* **WORK ITEM**: Find the lines in these entries that include the word "every" and state how many there are, with no other words.

* **GIVEN ENTRIES**:
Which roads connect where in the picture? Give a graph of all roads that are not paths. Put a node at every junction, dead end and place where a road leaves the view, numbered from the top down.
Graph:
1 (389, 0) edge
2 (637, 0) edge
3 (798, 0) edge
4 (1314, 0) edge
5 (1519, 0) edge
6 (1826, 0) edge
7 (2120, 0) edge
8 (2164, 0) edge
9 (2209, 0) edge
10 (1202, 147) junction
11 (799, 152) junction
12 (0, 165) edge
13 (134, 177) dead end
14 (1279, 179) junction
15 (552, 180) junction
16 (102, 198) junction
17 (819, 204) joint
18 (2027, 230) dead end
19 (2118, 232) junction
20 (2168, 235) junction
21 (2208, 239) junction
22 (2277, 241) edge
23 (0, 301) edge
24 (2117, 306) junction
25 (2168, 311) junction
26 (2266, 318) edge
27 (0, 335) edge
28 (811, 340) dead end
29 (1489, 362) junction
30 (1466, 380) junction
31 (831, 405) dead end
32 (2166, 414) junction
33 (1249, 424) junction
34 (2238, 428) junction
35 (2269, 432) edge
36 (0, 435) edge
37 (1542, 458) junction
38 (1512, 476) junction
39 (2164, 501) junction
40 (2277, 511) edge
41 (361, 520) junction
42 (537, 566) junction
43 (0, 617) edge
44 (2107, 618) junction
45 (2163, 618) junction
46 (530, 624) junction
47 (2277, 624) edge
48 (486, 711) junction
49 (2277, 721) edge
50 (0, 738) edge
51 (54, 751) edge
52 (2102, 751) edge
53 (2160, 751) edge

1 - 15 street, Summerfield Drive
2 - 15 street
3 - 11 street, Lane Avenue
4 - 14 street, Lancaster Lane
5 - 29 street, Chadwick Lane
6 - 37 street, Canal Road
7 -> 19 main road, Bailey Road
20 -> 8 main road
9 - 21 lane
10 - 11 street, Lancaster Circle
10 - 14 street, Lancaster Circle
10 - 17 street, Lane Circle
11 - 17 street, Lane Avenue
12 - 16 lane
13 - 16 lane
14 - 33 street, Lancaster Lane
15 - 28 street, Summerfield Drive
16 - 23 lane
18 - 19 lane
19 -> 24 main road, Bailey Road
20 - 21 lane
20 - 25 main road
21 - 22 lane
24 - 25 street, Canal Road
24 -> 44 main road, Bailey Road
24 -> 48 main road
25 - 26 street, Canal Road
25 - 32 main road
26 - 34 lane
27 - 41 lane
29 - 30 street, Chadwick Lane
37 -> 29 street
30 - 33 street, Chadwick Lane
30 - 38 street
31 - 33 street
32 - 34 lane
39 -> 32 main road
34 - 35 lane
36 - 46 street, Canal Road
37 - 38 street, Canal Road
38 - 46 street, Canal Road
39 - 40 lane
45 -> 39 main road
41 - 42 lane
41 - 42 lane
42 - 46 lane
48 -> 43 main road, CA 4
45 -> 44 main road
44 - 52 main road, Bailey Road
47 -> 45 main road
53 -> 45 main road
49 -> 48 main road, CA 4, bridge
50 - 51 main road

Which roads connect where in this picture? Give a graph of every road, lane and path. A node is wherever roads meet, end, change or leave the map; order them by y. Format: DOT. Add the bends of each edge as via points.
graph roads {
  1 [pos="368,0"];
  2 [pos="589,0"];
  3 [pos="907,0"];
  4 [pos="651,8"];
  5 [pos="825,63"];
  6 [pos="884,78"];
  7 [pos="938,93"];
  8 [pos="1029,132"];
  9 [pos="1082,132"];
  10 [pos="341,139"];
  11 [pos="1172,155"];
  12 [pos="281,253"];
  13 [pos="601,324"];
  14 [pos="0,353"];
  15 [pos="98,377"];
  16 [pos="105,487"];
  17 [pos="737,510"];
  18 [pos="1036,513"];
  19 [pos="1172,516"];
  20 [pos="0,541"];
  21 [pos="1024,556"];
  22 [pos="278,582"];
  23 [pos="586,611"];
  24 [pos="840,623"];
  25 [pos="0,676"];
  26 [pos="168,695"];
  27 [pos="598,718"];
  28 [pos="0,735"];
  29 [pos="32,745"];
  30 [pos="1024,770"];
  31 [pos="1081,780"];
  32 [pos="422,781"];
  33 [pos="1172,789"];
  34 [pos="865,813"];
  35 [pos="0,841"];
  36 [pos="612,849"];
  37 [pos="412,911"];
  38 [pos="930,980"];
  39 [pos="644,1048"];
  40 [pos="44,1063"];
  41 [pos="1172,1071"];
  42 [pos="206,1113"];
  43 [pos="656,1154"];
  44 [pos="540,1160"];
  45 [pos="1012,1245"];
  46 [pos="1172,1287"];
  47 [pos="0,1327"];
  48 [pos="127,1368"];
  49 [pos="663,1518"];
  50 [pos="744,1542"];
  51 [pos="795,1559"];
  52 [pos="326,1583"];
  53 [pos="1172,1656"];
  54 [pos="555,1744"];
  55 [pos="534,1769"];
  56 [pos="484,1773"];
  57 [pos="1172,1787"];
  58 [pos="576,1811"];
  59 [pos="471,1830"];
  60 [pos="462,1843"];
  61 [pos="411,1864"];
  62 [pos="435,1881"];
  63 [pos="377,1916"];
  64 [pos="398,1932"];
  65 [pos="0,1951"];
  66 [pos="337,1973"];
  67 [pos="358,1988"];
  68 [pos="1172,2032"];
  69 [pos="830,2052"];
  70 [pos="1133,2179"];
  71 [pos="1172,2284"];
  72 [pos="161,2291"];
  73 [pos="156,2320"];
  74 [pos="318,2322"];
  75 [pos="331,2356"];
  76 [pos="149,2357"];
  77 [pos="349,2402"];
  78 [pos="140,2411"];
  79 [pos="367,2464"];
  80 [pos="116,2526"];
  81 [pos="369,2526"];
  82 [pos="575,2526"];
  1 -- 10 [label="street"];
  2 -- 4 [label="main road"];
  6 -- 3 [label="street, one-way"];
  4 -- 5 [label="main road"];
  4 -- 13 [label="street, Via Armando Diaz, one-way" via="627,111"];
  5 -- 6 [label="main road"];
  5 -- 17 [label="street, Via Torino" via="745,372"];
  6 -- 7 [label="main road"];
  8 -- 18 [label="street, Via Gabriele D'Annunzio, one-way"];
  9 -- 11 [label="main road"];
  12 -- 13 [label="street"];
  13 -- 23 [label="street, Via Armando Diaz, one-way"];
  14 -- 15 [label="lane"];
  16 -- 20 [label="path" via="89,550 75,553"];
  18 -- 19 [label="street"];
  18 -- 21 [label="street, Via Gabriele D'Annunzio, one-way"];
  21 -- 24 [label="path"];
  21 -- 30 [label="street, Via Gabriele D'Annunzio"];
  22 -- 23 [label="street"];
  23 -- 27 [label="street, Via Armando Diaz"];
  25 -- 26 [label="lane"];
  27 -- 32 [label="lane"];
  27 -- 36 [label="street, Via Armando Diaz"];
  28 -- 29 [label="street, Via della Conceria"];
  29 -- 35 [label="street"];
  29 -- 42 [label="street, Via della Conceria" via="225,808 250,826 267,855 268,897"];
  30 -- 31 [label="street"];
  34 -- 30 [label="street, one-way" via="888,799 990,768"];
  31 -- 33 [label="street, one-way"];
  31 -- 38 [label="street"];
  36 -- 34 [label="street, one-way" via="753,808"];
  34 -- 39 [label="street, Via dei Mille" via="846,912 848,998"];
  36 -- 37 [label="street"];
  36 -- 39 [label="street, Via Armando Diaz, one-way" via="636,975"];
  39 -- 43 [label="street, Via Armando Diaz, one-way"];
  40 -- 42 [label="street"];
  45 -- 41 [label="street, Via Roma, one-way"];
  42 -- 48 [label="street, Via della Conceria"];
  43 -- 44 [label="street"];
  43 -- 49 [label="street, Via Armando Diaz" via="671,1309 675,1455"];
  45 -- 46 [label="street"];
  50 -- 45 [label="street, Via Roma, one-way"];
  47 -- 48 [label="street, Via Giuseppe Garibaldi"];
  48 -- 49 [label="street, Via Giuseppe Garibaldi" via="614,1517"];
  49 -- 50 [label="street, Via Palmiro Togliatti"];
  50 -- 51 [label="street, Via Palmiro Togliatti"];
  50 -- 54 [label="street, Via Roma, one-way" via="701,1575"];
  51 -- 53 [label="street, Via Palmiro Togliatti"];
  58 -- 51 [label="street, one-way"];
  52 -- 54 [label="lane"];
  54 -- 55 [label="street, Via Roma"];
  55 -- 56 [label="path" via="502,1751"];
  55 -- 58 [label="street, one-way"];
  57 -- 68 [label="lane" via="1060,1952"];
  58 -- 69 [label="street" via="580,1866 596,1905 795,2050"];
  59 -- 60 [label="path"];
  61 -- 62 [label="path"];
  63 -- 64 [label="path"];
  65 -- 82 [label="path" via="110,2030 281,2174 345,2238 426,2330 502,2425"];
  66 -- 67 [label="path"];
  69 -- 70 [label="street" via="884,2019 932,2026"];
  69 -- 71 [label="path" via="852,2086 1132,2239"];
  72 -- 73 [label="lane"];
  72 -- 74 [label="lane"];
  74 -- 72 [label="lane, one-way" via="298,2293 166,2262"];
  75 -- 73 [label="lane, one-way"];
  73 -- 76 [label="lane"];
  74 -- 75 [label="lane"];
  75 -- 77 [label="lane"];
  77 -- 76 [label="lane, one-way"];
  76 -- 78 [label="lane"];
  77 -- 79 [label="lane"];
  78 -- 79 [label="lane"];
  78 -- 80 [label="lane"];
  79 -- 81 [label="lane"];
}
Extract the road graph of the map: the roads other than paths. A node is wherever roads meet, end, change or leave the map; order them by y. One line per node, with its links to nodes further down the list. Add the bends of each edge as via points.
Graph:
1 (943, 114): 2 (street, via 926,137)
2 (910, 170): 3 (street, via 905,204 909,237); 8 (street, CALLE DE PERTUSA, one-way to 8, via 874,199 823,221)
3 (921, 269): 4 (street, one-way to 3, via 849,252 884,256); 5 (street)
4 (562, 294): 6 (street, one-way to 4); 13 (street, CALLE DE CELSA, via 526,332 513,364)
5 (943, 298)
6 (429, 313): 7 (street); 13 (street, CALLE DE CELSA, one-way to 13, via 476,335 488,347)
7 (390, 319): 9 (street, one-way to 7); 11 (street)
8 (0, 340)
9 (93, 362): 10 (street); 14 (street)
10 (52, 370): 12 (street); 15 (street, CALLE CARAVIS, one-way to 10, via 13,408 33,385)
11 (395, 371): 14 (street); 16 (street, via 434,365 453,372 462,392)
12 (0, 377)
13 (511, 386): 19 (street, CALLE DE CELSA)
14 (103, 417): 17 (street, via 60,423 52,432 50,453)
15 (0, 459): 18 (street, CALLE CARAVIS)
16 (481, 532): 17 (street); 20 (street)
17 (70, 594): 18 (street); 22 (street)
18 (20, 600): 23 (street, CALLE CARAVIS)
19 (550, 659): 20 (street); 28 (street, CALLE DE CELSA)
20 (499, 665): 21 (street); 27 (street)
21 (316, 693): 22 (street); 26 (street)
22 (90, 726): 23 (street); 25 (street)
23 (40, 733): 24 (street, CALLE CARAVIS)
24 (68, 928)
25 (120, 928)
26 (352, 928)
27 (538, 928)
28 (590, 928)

* **RESULT**: 2